Likewise, AT&T (T) and WorldCom (WCOM) appear shaky now as core holdings, he said. "They are selling commodity minutes. Where are the proprietary products?"

But when the long-term outlook remains strong, it can pay to add to one's position in a slumping core holding, Reynolds notes.

"I was buying Disney around $25 even though the short-term fundamentals looked a little iffy," Reynolds said. "Is the world really not going to go to theme parks, watch sporting events and go to the movies anymore?"

* Robert Bender, a Pasadena-based money manager who helps his son Reed Bender run Bender Growth--a mid-cap fund that returned an annualized 56.3% in the last three years--defines a core holding as a company that can consistently grow cash flow and earnings by more than 20% a year without relying on acquisitions.

"We've owned Cisco for 11 years now," he said. "For any investor, a core position is a company that continues to meet your criteria on a fundamental basis." Cisco still does, he said.
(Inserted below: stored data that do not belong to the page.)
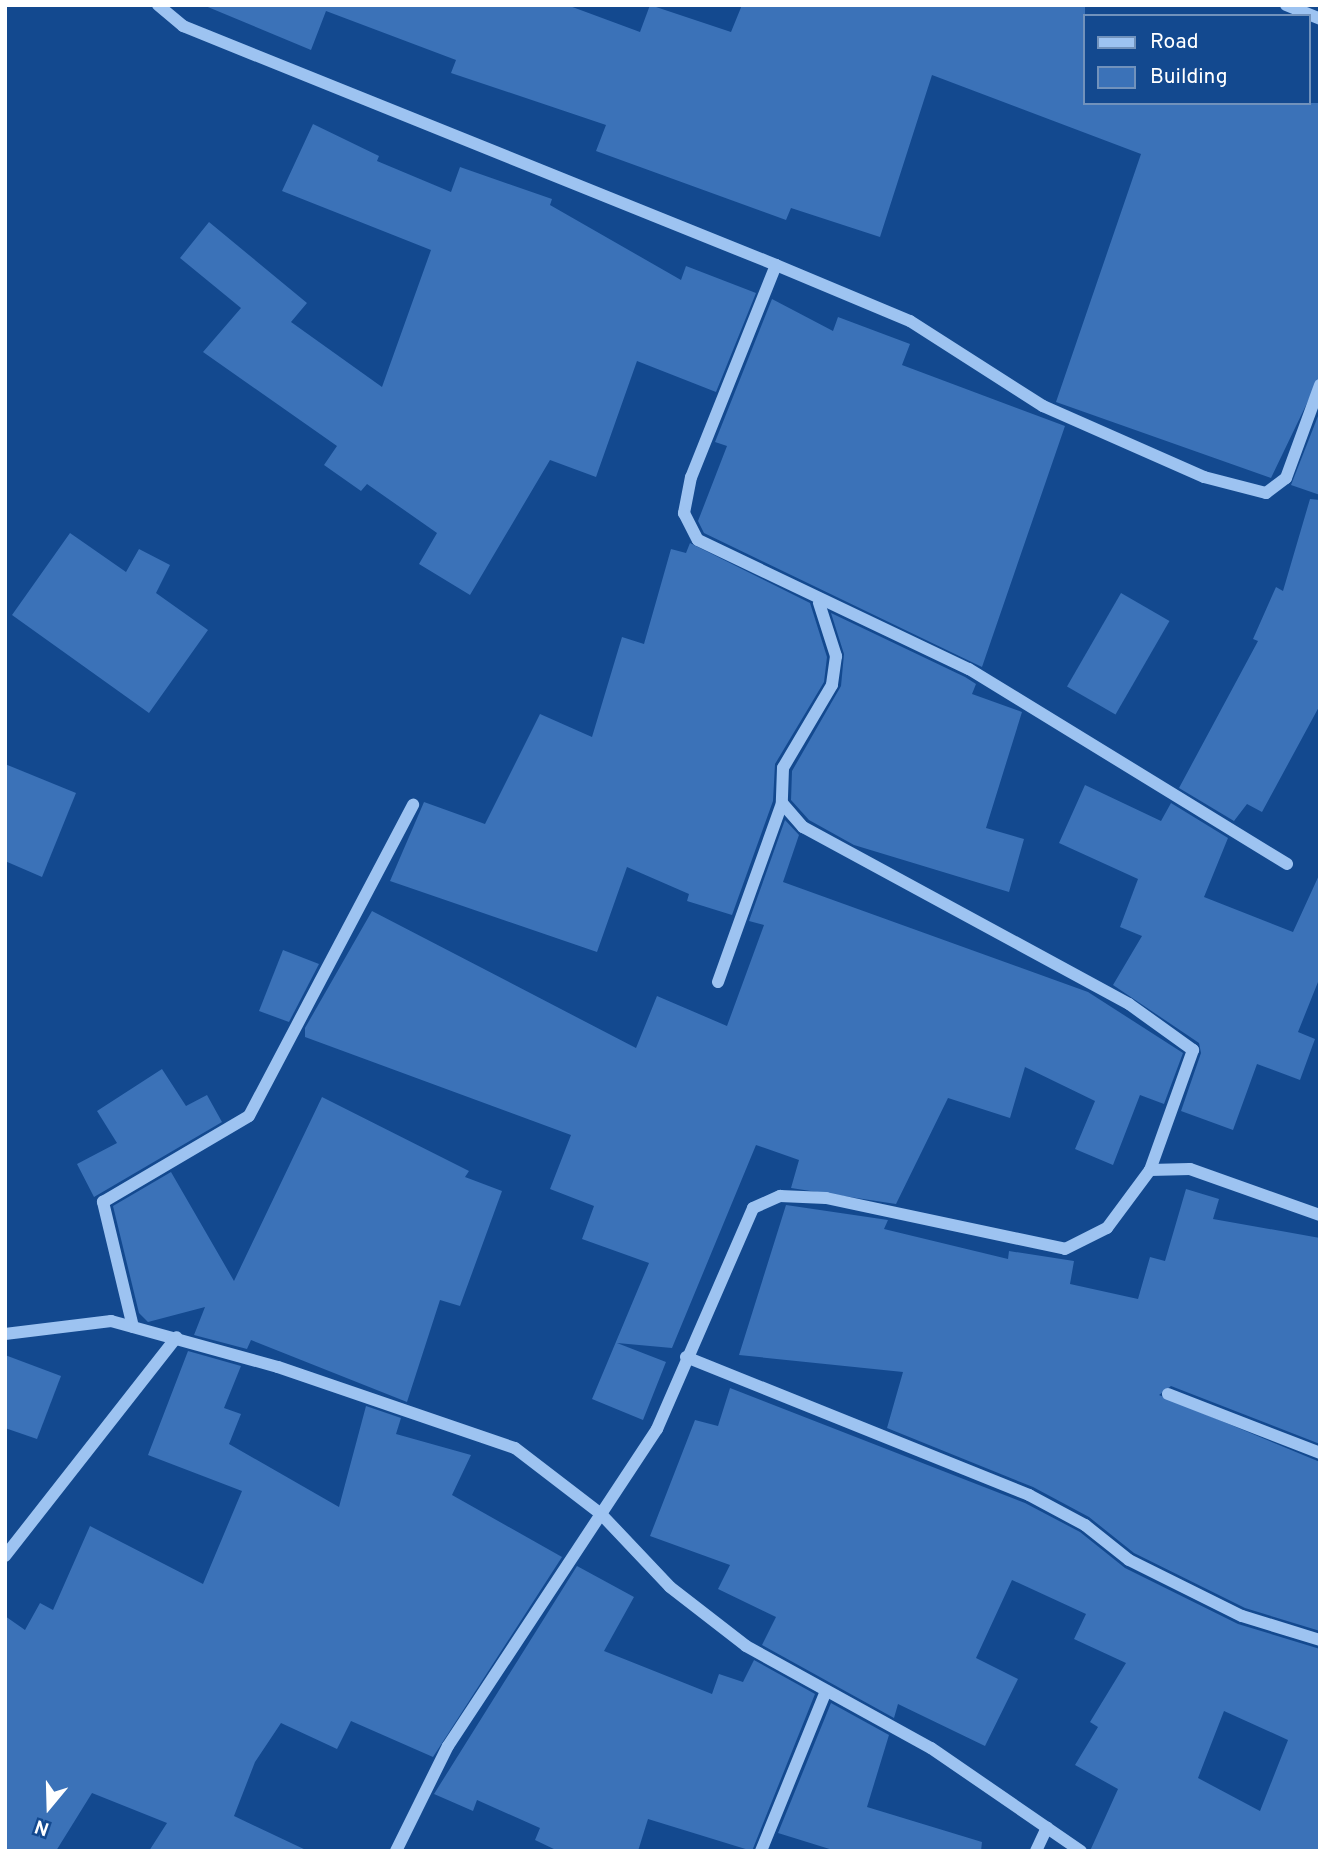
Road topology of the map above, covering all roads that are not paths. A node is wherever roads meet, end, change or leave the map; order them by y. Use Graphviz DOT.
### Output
graph roads {
  1 [pos="159,5"];
  2 [pos="1286,5"];
  3 [pos="1308,14"];
  4 [pos="776,265"];
  5 [pos="1320,385"];
  6 [pos="819,603"];
  7 [pos="782,803"];
  8 [pos="413,806"];
  9 [pos="1287,864"];
  10 [pos="718,982"];
  11 [pos="1150,1170"];
  12 [pos="1320,1215"];
  13 [pos="133,1326"];
  14 [pos="5,1334"];
  15 [pos="177,1337"];
  16 [pos="686,1357"];
  17 [pos="1168,1394"];
  18 [pos="1320,1453"];
  19 [pos="601,1514"];
  20 [pos="5,1556"];
  21 [pos="1320,1640"];
  22 [pos="826,1691"];
  23 [pos="1047,1827"];
  24 [pos="396,1851"];
  25 [pos="761,1851"];
  26 [pos="1036,1851"];
  27 [pos="1081,1851"];
  1 -- 4 [label="street"];
  2 -- 3 [label="street"];
  4 -- 5 [label="street"];
  4 -- 6 [label="street"];
  6 -- 7 [label="street"];
  6 -- 9 [label="street"];
  7 -- 10 [label="street"];
  7 -- 11 [label="street"];
  8 -- 13 [label="street"];
  11 -- 12 [label="street"];
  11 -- 16 [label="street"];
  13 -- 14 [label="street"];
  13 -- 15 [label="street"];
  15 -- 19 [label="street"];
  15 -- 20 [label="street"];
  16 -- 19 [label="street"];
  16 -- 21 [label="street"];
  17 -- 18 [label="street"];
  19 -- 22 [label="street"];
  19 -- 24 [label="street"];
  22 -- 23 [label="street"];
  22 -- 25 [label="street"];
  23 -- 26 [label="street"];
  23 -- 27 [label="street"];
}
Like Reynolds, Bender also looks for leading companies in industries where the global economy points to robust growth.

In database management, he likes Oracle (ORCL); in Internet security, Check Point Software; in data filing, Network Appliance (NTAP); in document transmission, VeriSign (VRSN); in online advertising, DoubleClick (DCLK).

In retail, Bender likes Starbucks (SBUX), discount clothing seller Kohl's (KSS) and home furnishings seller Bed Bath & Beyond (BBBY); in "clean power," Camarillo-based Power-One (PWER); and in payroll and accounting services, Paychex (PAYX).

* William Nygren, whose mid-cap value Oakmark Select fund has gained an annualized 20.3% in the last three years, takes a bottom-up approach that has left him light in tech.

"We want a company that's selling at a large discount to the economic value of the business, and we'll keep it until it's fully valued," he said.

That usually means hanging onto a stock for a few years. Indeed, a core holding, by definition, often requires that you be patient with it.

"I'd love it if I could buy something and then wake up the next day and see that its price has shot up to what we think it's worth. But the market doesn't work that way," he said.

Like Reynolds and Bender, Nygren looks for companies with a leading position in their business.

Washington Mutual (WM), for example, is the biggest savings and loan and it has been gaining market share, he said. Though the stock has rallied smartly this year, WaMu's price-to-earnings ratio remains reasonable compared with its earnings-growth prospects, Nygren said.